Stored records
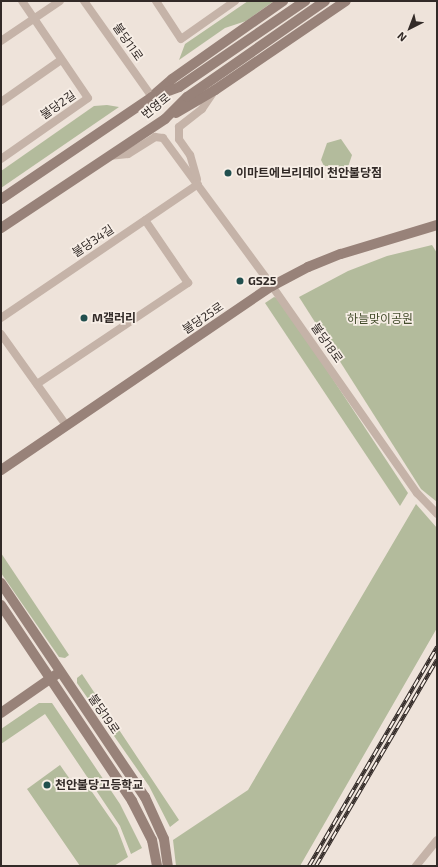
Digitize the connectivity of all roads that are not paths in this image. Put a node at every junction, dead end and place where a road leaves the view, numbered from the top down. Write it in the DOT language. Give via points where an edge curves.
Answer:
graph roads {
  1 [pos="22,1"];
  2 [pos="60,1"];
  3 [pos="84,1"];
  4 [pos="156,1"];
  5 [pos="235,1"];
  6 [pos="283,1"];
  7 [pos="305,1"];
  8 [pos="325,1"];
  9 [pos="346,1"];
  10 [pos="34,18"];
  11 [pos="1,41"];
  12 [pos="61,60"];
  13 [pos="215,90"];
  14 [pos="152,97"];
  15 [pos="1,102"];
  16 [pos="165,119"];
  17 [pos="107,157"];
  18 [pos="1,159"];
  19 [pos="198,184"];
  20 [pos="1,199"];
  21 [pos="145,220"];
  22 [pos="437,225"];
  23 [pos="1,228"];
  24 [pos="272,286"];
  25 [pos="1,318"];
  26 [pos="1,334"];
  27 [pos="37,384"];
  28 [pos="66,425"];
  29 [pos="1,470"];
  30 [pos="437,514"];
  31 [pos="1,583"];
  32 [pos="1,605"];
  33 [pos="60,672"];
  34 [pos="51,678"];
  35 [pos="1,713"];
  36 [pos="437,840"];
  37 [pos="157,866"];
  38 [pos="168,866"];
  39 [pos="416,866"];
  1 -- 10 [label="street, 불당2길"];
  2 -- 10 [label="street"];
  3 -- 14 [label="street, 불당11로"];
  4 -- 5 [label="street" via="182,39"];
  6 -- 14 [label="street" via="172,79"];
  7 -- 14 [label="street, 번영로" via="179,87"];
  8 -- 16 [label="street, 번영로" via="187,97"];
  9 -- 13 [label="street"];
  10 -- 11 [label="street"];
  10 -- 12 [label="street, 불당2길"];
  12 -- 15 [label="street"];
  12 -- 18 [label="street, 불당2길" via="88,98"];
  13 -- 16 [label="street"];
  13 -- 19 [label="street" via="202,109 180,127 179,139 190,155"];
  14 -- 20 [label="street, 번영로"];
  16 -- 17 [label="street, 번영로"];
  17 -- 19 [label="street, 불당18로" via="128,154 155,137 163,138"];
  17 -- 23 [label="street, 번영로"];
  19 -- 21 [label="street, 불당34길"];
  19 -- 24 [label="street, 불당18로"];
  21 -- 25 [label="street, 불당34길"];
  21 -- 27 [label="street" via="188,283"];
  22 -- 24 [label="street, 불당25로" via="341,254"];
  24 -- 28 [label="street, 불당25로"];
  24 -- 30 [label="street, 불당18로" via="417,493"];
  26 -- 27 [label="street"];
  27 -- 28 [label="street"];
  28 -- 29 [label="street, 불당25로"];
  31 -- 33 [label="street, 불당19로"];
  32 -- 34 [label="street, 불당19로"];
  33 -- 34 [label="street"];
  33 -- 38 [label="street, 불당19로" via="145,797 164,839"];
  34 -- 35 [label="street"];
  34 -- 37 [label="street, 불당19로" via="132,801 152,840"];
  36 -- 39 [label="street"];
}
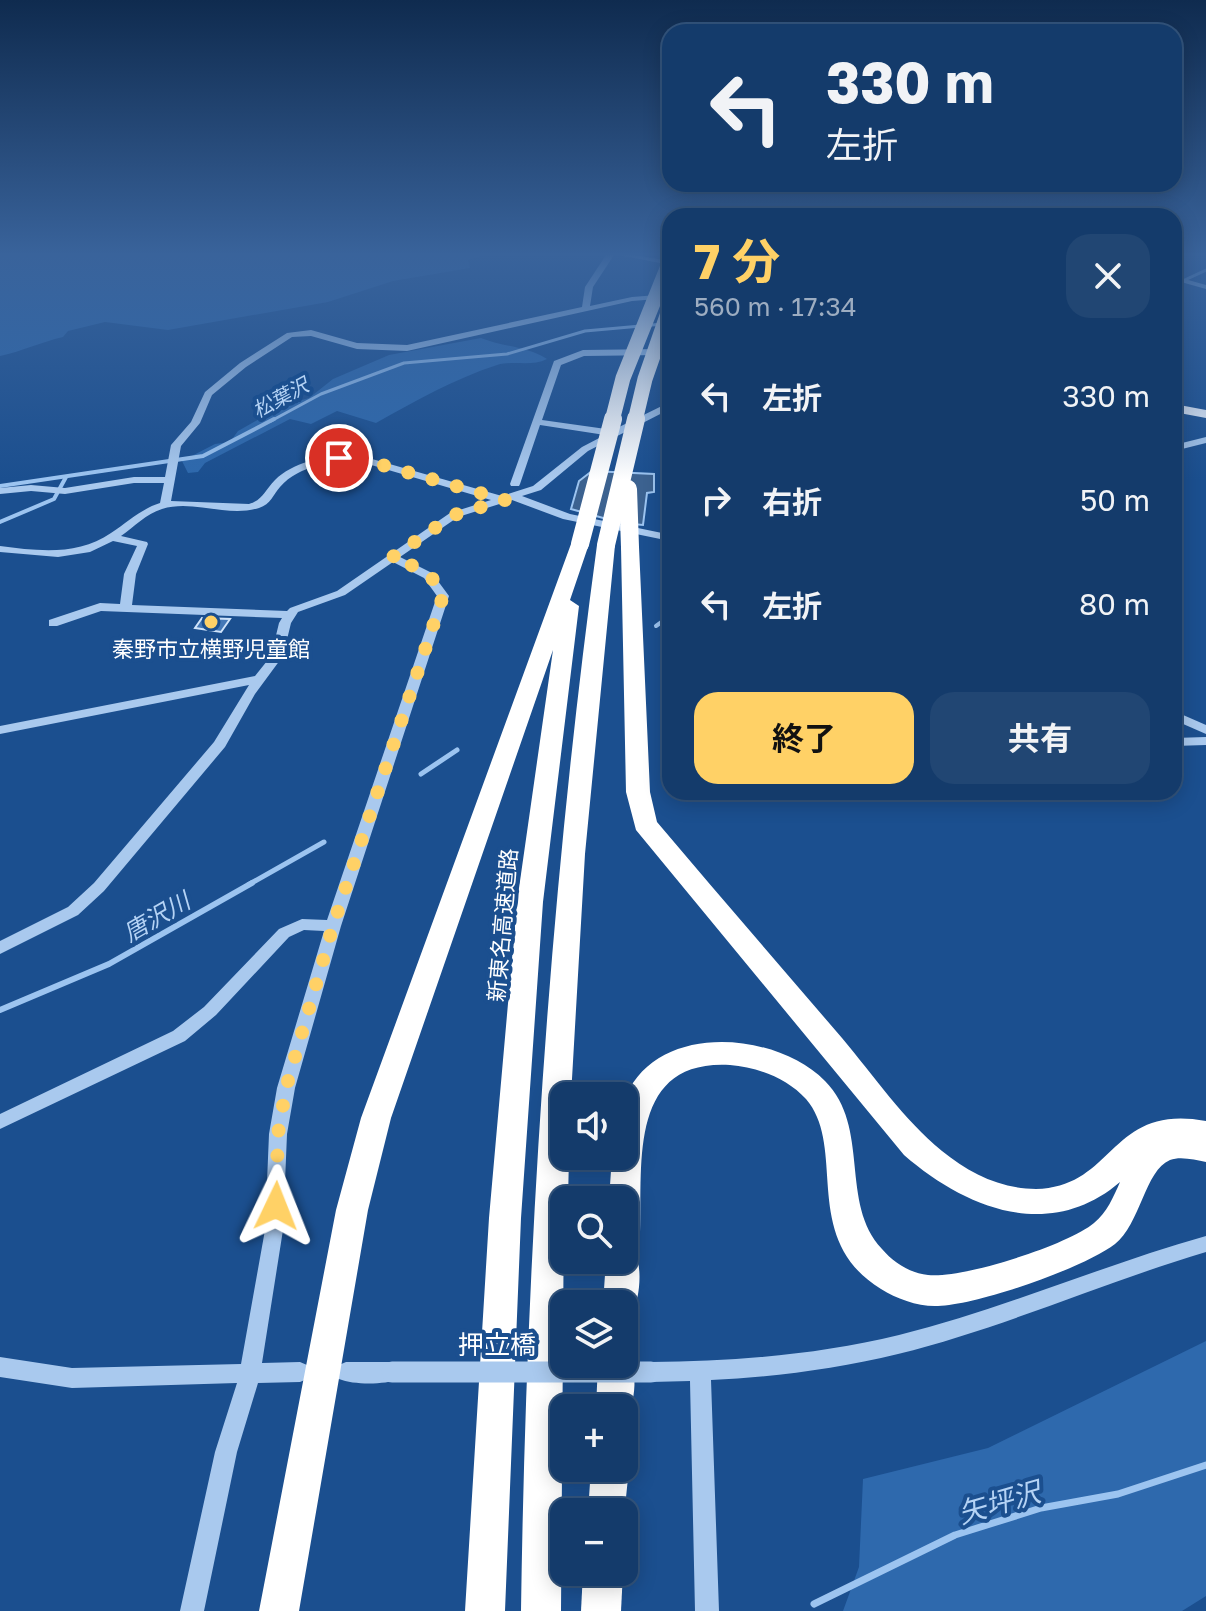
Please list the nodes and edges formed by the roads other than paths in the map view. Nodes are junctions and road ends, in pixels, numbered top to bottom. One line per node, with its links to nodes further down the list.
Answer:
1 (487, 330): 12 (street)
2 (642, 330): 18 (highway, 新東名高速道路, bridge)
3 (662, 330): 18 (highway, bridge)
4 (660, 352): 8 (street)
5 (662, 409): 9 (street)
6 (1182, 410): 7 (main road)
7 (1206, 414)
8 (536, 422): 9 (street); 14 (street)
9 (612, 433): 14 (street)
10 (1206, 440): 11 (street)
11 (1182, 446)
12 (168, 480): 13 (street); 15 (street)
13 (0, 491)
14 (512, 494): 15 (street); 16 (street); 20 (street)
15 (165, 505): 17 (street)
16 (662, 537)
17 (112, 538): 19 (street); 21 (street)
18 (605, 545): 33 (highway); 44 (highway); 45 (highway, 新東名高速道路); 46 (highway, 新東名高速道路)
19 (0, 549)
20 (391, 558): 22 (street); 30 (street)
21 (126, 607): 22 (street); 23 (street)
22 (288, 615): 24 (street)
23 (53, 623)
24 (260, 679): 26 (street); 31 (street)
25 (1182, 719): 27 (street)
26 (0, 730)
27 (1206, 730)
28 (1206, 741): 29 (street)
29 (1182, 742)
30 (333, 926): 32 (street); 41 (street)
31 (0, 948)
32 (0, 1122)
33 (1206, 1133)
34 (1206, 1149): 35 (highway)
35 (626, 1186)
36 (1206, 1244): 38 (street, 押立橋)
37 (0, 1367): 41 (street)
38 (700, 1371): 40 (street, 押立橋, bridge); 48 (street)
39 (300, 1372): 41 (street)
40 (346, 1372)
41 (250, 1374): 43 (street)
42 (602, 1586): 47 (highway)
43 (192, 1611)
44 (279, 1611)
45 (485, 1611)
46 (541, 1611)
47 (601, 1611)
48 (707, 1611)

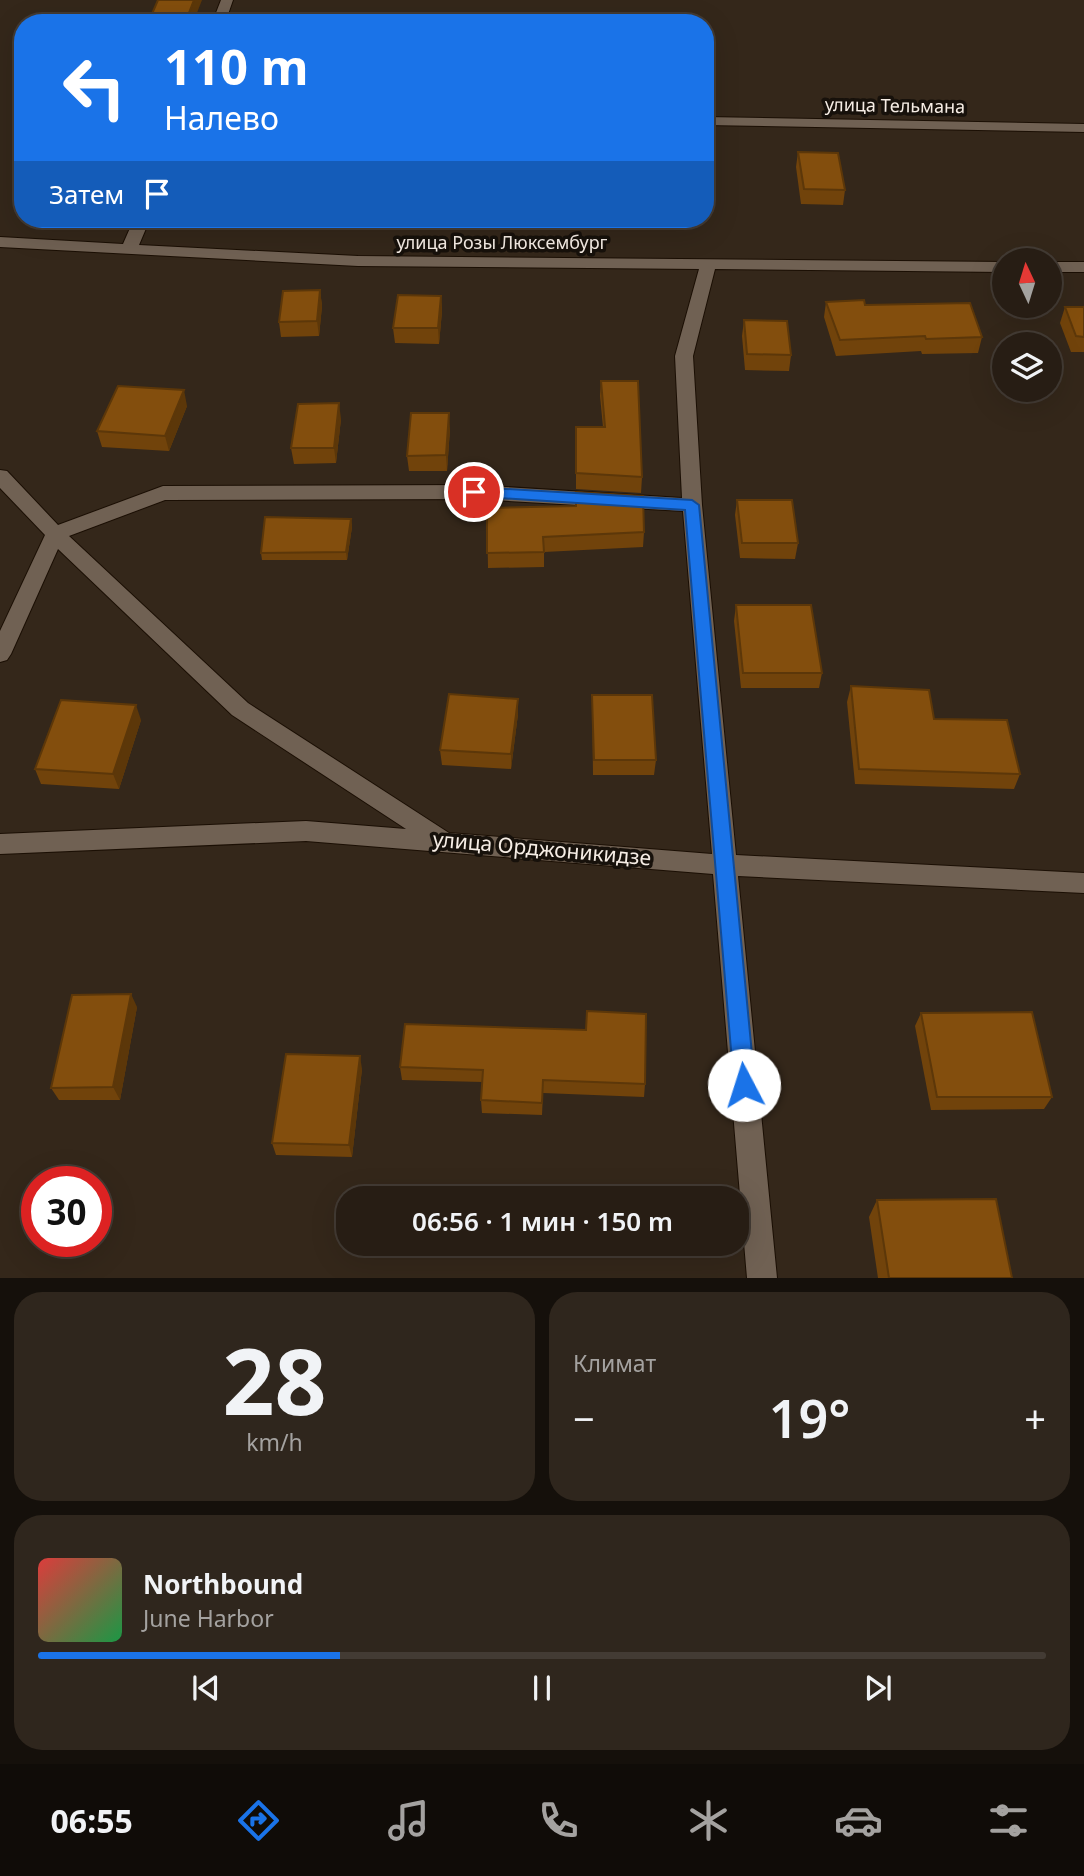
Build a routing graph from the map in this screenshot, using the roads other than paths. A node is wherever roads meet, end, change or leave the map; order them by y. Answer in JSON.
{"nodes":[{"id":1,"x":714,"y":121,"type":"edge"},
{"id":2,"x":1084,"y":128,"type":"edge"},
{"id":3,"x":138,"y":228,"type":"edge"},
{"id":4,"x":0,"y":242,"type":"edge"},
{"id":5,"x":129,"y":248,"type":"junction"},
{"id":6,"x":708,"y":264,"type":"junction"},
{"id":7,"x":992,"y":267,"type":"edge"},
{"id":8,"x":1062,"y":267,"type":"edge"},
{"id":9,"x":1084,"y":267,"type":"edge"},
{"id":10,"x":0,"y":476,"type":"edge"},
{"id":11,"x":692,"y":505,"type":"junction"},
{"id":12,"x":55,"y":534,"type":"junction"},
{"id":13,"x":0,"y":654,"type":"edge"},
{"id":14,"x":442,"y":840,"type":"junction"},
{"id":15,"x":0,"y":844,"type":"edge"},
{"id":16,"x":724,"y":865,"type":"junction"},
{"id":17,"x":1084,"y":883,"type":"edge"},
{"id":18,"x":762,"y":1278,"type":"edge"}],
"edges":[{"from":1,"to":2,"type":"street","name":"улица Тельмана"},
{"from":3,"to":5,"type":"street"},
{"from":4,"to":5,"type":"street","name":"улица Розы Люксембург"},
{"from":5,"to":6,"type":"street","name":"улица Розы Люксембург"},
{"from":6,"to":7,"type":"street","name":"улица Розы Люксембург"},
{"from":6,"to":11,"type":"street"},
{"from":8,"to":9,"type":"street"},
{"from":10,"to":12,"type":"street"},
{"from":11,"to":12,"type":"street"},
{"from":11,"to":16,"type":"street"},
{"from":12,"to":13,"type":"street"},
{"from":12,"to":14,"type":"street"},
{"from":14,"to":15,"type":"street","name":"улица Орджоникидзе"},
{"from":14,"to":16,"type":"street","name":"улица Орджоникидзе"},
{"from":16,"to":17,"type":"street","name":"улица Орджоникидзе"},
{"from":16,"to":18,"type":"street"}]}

# Work request:
Copy out each line in the preceding records that contains "bridge".

# Response area:
2 (642, 330): 18 (highway, 新東名高速道路, bridge)
3 (662, 330): 18 (highway, bridge)
38 (700, 1371): 40 (street, 押立橋, bridge); 48 (street)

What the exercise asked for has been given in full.